Engine problems on the high seas don’t make for a fun trip

Published 8:09 am Friday, February 25, 2011

This week, I want to share lessons in boating for those thinking about running off shore this summer. My lessons will come from an experience of my own.

A friend of mine has a 32-foot, catamaran-type fishing boat. It is equipped with duel outboards, 200 gallons of gas, a fly bridge with radar, GPS, communication radio, autopilot and a wet compass. Downstairs, everything is still available and there is a second wet compass.

He had just finished upgrading his engines to twin, four-stroke Yamaha 250s and wanted to take it on a short trip to run in the engines. We were going to run 20 miles out of Oregon Inlet at the Outer Banks to an area for tile fish and maybe a grouper or two.

Since it was going to be a short trip, I thought it would be good to take my 16-year-old twins, Robert and David. They were around 13 at the time.

We loaded up the cooler with about a six-hour supply of sodas, water and a full day’s supply of adult beverages. The run out to the fishing grounds was uneventful.

The first sign of a problem was that our electric reels started giving us issues. We overcame this by having my boys crank on hand reels, and we kept on fishing.

It was getting a little more difficult to start our engines, but there were other boats in the area so pulling on the hand cranks would have to see us through.

After the GPS/fish finder started to indicate a problem, we decided to figure this thing out. Hey, we have an electrical problem, and it might be better to start back in, right?

OK, the motors are now running after a pull or two; let’s store the gear and get to navigating while we still have that GPS. We do still have a GPS, right? Well, maybe not, but we have the wet compass, and as long as we take a 270 heading, we will eventually be able to see the Inlet bridge. Weather is starting to move in so let’s get going.

Boy, it’s getting kind of rough; we should be seeing the 102 tower soon. Two hours later — is that the 102 tower? Yea, OK, we are making headway in these four-foot seas, but at a much slower pace than usual.

Everyone else, at this point is downstairs inside the cabin, and I am getting soaked piloting a boat by wet compass only; our radio no longer works. There are no other boats to be seen, and we are headed at 270 degrees. Is it possible to miss the entire Continental United States from 20 miles out? Two more hours go by; I’m not familiar with the tower we are now seeing. OK, it’s the 102 tower again.

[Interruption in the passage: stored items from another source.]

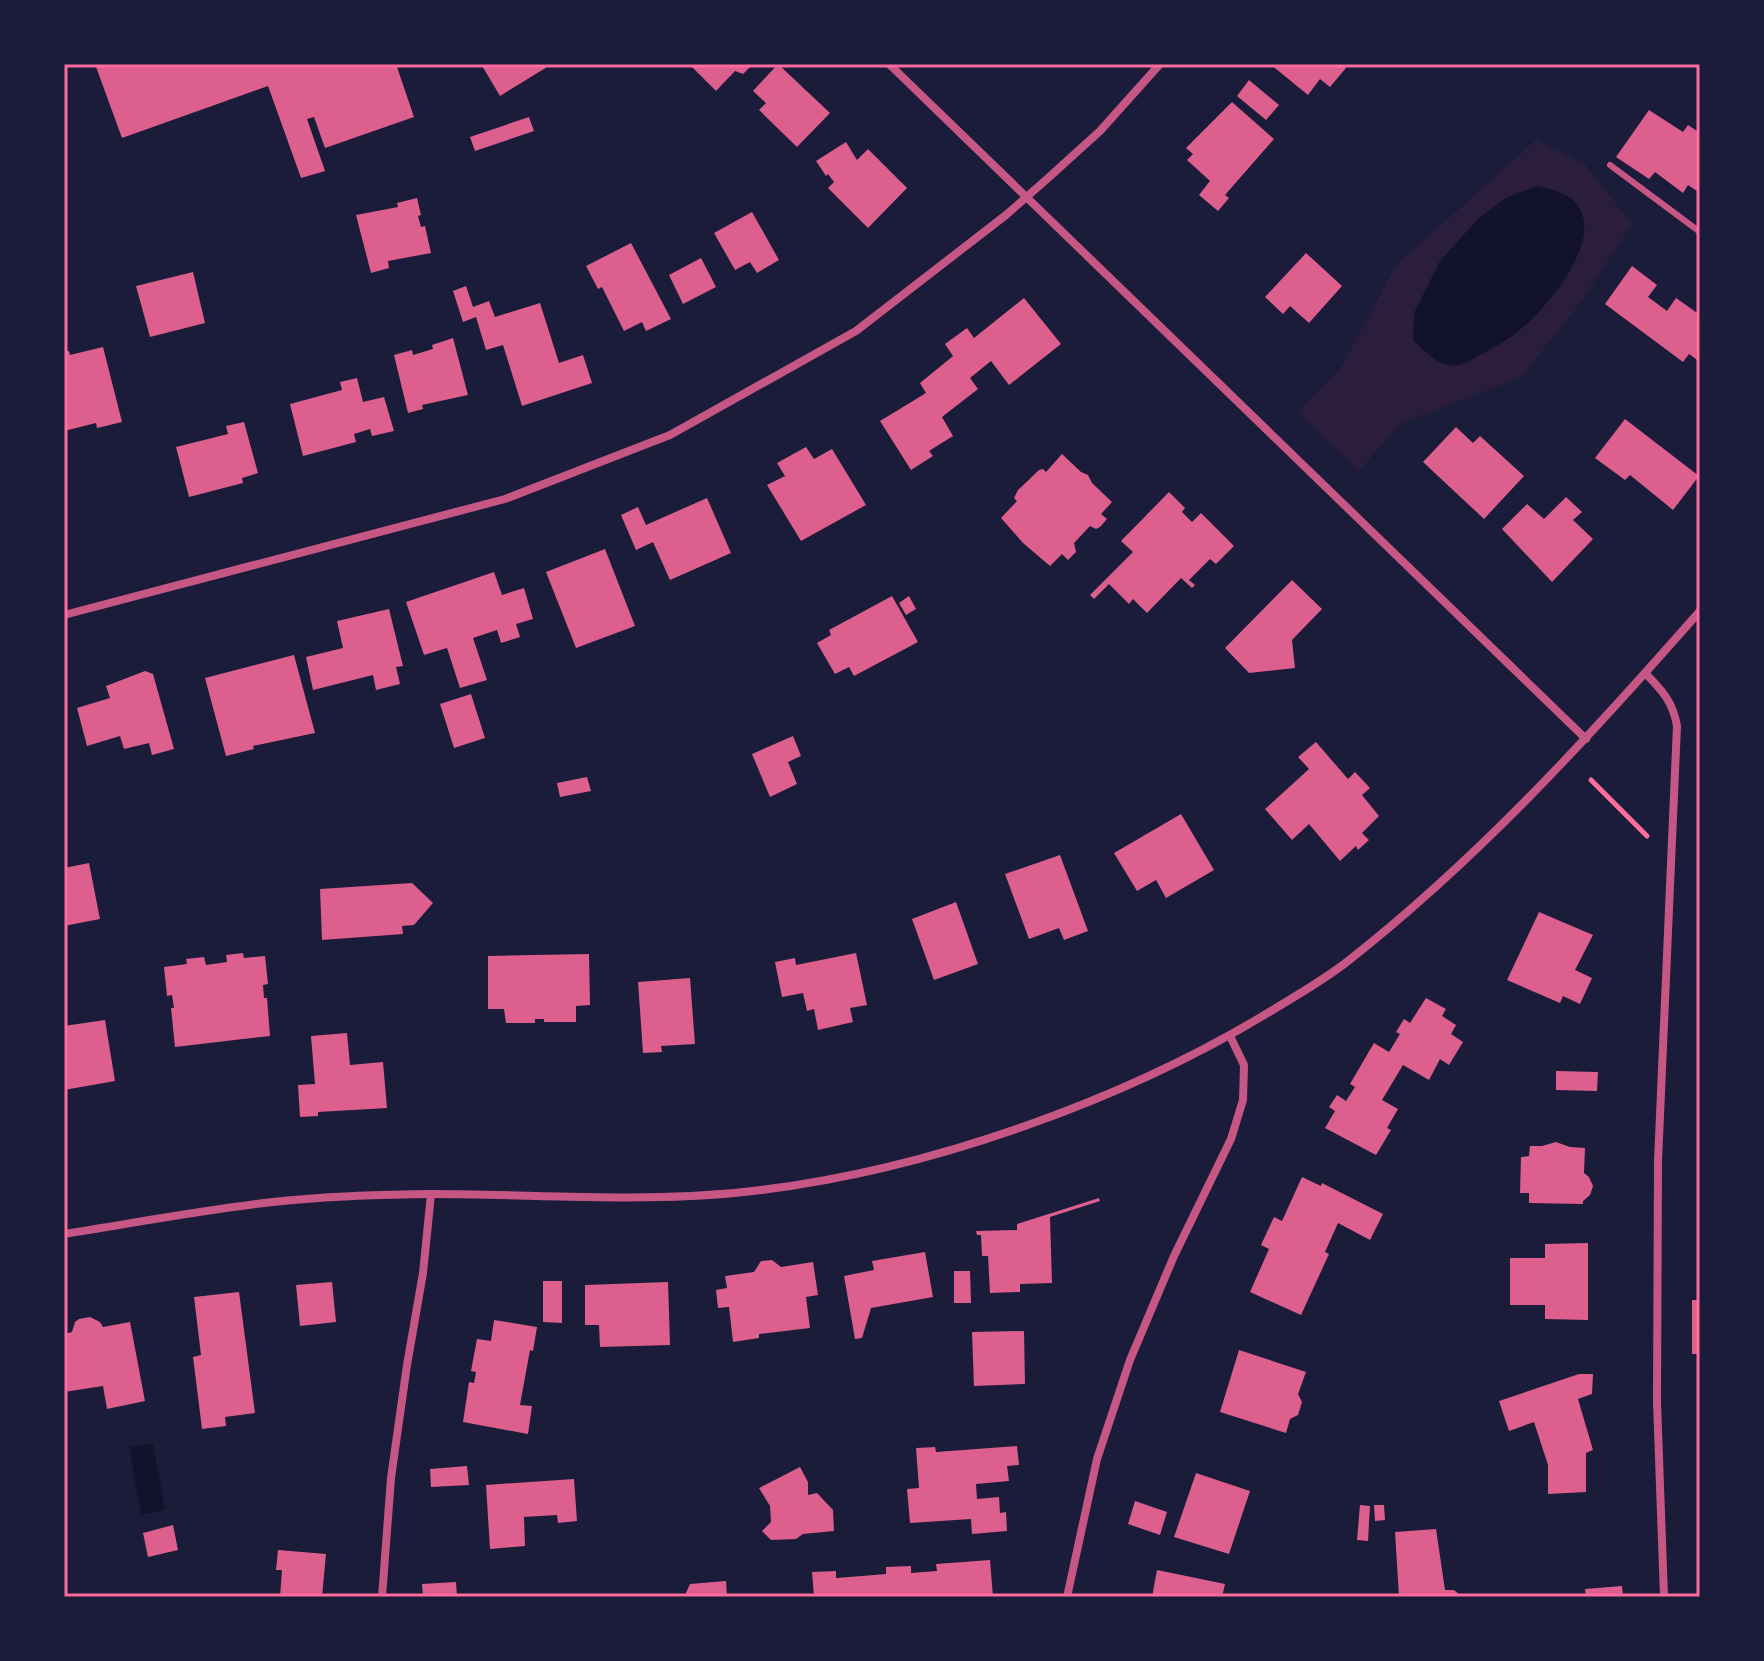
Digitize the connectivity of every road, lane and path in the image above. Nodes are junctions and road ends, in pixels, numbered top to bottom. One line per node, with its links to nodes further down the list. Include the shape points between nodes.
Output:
1 (889, 64): 4 (street)
2 (1160, 64): 4 (street, via 1100,131)
3 (1610, 165): 5 (lane)
4 (1026, 197): 7 (street, via 856,331 670,435 505,499); 9 (street)
5 (1700, 232)
6 (1700, 611): 8 (street)
7 (64, 615)
8 (1645, 673): 9 (street); 17 (street, via 1667,695 1677,726 1658,1161 1657,1402)
9 (1586, 739): 12 (street, via 1510,818 1346,963)
10 (1591, 780): 11 (path)
11 (1652, 841)
12 (1230, 1036): 13 (street, via 1080,1104 870,1173 759,1191 674,1197); 16 (street, via 1244,1065 1243,1100 1231,1139 1130,1360 1097,1459)
13 (431, 1194): 14 (street, via 276,1201); 15 (street, via 391,1478)
14 (64, 1234)
15 (382, 1597)
16 (1067, 1597)
17 (1664, 1597)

What does that compass downstairs say? It is 10 to 15 degrees different than the one upstairs, but which one is right? How you boys doing? Other than being out of drinks, they’re not doing too badly.

Let’s follow the downstairs compass for a while, OK? Sounds like a plan. The seas have now grown to 6 feet and the wind is pushing us north, but how far north? Four hours later, our gas gauges are getting really low. I guess if we had to, we could survive off raw fish and beer for a few days.

Hey, I see a lighthouse, but which one? Corolla is a two-hour run from Oregon Inlet, then another 45 minutes to home. Sure hope we have enough gas, but at least we know where we are. We’ll stick fairly close to shore since no one else has any idea that we are out in this mess.

To cut this off, we made it back. The next day it took 199 gallons of gas to top off the boat. A few days later, a problem was found in the charging circuitry of the new motors. Regardless of our mistakes, God must have been looking out for the twins.

Let me give you a list of things not to do off shore:

• Don’t take kids on a shakedown run.

• Don’t ignore the first, second, or third little problem when they begin to pop up.

• Don’t leave other boats when you know you have a problem.

Here is a list of things you might want to consider:

• Take along a backup supply of water; take as much as you can.

• Have your wet compass checked for calibration. A small error can be a great distance when you are 20 or 30 miles off shore. Take a handheld GPS if you can afford one.

Well, hope you found humor in my story, and I sincerely hope you learned something from my mistakes. If you did, they were well worth sharing.